#### SOURCE MATERIAL

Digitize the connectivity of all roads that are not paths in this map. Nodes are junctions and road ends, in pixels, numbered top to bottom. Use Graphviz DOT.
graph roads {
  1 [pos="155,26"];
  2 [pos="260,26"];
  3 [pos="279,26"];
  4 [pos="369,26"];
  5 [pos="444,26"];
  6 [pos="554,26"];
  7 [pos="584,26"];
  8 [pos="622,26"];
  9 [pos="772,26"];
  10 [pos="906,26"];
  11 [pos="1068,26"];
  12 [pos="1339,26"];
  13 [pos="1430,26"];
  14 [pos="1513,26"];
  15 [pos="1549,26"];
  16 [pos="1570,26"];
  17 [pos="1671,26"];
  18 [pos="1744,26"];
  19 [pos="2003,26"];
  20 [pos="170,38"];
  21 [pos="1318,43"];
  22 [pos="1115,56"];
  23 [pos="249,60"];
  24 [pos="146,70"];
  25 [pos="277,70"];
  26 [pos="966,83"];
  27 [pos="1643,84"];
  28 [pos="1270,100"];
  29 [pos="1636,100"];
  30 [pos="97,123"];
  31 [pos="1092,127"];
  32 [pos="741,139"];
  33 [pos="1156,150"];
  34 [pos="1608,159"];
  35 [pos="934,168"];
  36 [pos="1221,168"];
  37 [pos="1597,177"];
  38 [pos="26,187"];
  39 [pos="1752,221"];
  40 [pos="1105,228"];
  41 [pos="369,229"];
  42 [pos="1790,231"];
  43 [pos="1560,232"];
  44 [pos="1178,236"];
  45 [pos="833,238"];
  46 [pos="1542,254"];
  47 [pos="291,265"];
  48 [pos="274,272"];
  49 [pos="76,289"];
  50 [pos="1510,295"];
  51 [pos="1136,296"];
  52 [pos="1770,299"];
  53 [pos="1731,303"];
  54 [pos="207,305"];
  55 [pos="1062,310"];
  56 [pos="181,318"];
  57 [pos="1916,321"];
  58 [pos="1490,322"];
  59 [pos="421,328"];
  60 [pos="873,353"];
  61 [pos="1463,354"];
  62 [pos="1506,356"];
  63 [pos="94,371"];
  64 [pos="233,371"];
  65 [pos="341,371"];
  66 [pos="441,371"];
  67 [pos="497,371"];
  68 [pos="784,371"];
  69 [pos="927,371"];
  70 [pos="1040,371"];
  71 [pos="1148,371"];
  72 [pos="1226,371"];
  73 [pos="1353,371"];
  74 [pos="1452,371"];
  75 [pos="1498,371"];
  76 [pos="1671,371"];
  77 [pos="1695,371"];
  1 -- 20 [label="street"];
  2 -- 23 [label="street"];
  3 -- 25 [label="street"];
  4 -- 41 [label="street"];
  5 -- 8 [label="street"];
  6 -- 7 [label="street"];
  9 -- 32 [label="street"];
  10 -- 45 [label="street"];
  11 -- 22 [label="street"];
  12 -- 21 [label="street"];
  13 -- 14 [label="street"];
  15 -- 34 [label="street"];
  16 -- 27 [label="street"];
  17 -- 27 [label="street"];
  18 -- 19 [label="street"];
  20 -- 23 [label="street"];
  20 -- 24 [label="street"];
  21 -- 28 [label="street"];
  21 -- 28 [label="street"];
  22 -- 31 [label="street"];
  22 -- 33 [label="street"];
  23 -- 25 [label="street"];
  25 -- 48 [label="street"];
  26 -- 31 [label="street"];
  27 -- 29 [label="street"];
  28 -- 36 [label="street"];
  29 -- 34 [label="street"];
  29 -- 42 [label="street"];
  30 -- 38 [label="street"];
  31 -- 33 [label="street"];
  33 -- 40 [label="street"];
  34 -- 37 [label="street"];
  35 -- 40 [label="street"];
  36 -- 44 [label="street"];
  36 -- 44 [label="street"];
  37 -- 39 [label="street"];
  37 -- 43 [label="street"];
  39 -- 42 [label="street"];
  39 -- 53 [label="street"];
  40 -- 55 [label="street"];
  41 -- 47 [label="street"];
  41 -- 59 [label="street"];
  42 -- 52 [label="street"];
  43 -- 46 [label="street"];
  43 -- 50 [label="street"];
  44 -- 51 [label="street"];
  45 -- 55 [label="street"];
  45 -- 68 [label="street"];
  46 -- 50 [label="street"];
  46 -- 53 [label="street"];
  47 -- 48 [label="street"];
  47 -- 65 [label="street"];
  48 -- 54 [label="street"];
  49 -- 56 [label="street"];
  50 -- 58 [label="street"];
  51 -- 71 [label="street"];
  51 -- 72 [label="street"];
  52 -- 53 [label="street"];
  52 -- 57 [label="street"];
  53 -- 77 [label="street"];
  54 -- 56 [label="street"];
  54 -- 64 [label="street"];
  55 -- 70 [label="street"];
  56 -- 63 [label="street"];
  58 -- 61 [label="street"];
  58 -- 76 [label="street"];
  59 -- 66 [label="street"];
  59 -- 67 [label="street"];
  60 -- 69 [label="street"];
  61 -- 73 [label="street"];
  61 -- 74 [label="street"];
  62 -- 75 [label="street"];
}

#### TASK REQUIREMENTS
All records are to be retyped precisely.

#### OUTPUT OF THE TASK
Digitize the connectivity of all roads that are not paths in this map. Nodes are junctions and road ends, in pixels, numbered top to bottom. Use Graphviz DOT.
graph roads {
  1 [pos="155,26"];
  2 [pos="260,26"];
  3 [pos="279,26"];
  4 [pos="369,26"];
  5 [pos="444,26"];
  6 [pos="554,26"];
  7 [pos="584,26"];
  8 [pos="622,26"];
  9 [pos="772,26"];
  10 [pos="906,26"];
  11 [pos="1068,26"];
  12 [pos="1339,26"];
  13 [pos="1430,26"];
  14 [pos="1513,26"];
  15 [pos="1549,26"];
  16 [pos="1570,26"];
  17 [pos="1671,26"];
  18 [pos="1744,26"];
  19 [pos="2003,26"];
  20 [pos="170,38"];
  21 [pos="1318,43"];
  22 [pos="1115,56"];
  23 [pos="249,60"];
  24 [pos="146,70"];
  25 [pos="277,70"];
  26 [pos="966,83"];
  27 [pos="1643,84"];
  28 [pos="1270,100"];
  29 [pos="1636,100"];
  30 [pos="97,123"];
  31 [pos="1092,127"];
  32 [pos="741,139"];
  33 [pos="1156,150"];
  34 [pos="1608,159"];
  35 [pos="934,168"];
  36 [pos="1221,168"];
  37 [pos="1597,177"];
  38 [pos="26,187"];
  39 [pos="1752,221"];
  40 [pos="1105,228"];
  41 [pos="369,229"];
  42 [pos="1790,231"];
  43 [pos="1560,232"];
  44 [pos="1178,236"];
  45 [pos="833,238"];
  46 [pos="1542,254"];
  47 [pos="291,265"];
  48 [pos="274,272"];
  49 [pos="76,289"];
  50 [pos="1510,295"];
  51 [pos="1136,296"];
  52 [pos="1770,299"];
  53 [pos="1731,303"];
  54 [pos="207,305"];
  55 [pos="1062,310"];
  56 [pos="181,318"];
  57 [pos="1916,321"];
  58 [pos="1490,322"];
  59 [pos="421,328"];
  60 [pos="873,353"];
  61 [pos="1463,354"];
  62 [pos="1506,356"];
  63 [pos="94,371"];
  64 [pos="233,371"];
  65 [pos="341,371"];
  66 [pos="441,371"];
  67 [pos="497,371"];
  68 [pos="784,371"];
  69 [pos="927,371"];
  70 [pos="1040,371"];
  71 [pos="1148,371"];
  72 [pos="1226,371"];
  73 [pos="1353,371"];
  74 [pos="1452,371"];
  75 [pos="1498,371"];
  76 [pos="1671,371"];
  77 [pos="1695,371"];
  1 -- 20 [label="street"];
  2 -- 23 [label="street"];
  3 -- 25 [label="street"];
  4 -- 41 [label="street"];
  5 -- 8 [label="street"];
  6 -- 7 [label="street"];
  9 -- 32 [label="street"];
  10 -- 45 [label="street"];
  11 -- 22 [label="street"];
  12 -- 21 [label="street"];
  13 -- 14 [label="street"];
  15 -- 34 [label="street"];
  16 -- 27 [label="street"];
  17 -- 27 [label="street"];
  18 -- 19 [label="street"];
  20 -- 23 [label="street"];
  20 -- 24 [label="street"];
  21 -- 28 [label="street"];
  21 -- 28 [label="street"];
  22 -- 31 [label="street"];
  22 -- 33 [label="street"];
  23 -- 25 [label="street"];
  25 -- 48 [label="street"];
  26 -- 31 [label="street"];
  27 -- 29 [label="street"];
  28 -- 36 [label="street"];
  29 -- 34 [label="street"];
  29 -- 42 [label="street"];
  30 -- 38 [label="street"];
  31 -- 33 [label="street"];
  33 -- 40 [label="street"];
  34 -- 37 [label="street"];
  35 -- 40 [label="street"];
  36 -- 44 [label="street"];
  36 -- 44 [label="street"];
  37 -- 39 [label="street"];
  37 -- 43 [label="street"];
  39 -- 42 [label="street"];
  39 -- 53 [label="street"];
  40 -- 55 [label="street"];
  41 -- 47 [label="street"];
  41 -- 59 [label="street"];
  42 -- 52 [label="street"];
  43 -- 46 [label="street"];
  43 -- 50 [label="street"];
  44 -- 51 [label="street"];
  45 -- 55 [label="street"];
  45 -- 68 [label="street"];
  46 -- 50 [label="street"];
  46 -- 53 [label="street"];
  47 -- 48 [label="street"];
  47 -- 65 [label="street"];
  48 -- 54 [label="street"];
  49 -- 56 [label="street"];
  50 -- 58 [label="street"];
  51 -- 71 [label="street"];
  51 -- 72 [label="street"];
  52 -- 53 [label="street"];
  52 -- 57 [label="street"];
  53 -- 77 [label="street"];
  54 -- 56 [label="street"];
  54 -- 64 [label="street"];
  55 -- 70 [label="street"];
  56 -- 63 [label="street"];
  58 -- 61 [label="street"];
  58 -- 76 [label="street"];
  59 -- 66 [label="street"];
  59 -- 67 [label="street"];
  60 -- 69 [label="street"];
  61 -- 73 [label="street"];
  61 -- 74 [label="street"];
  62 -- 75 [label="street"];
}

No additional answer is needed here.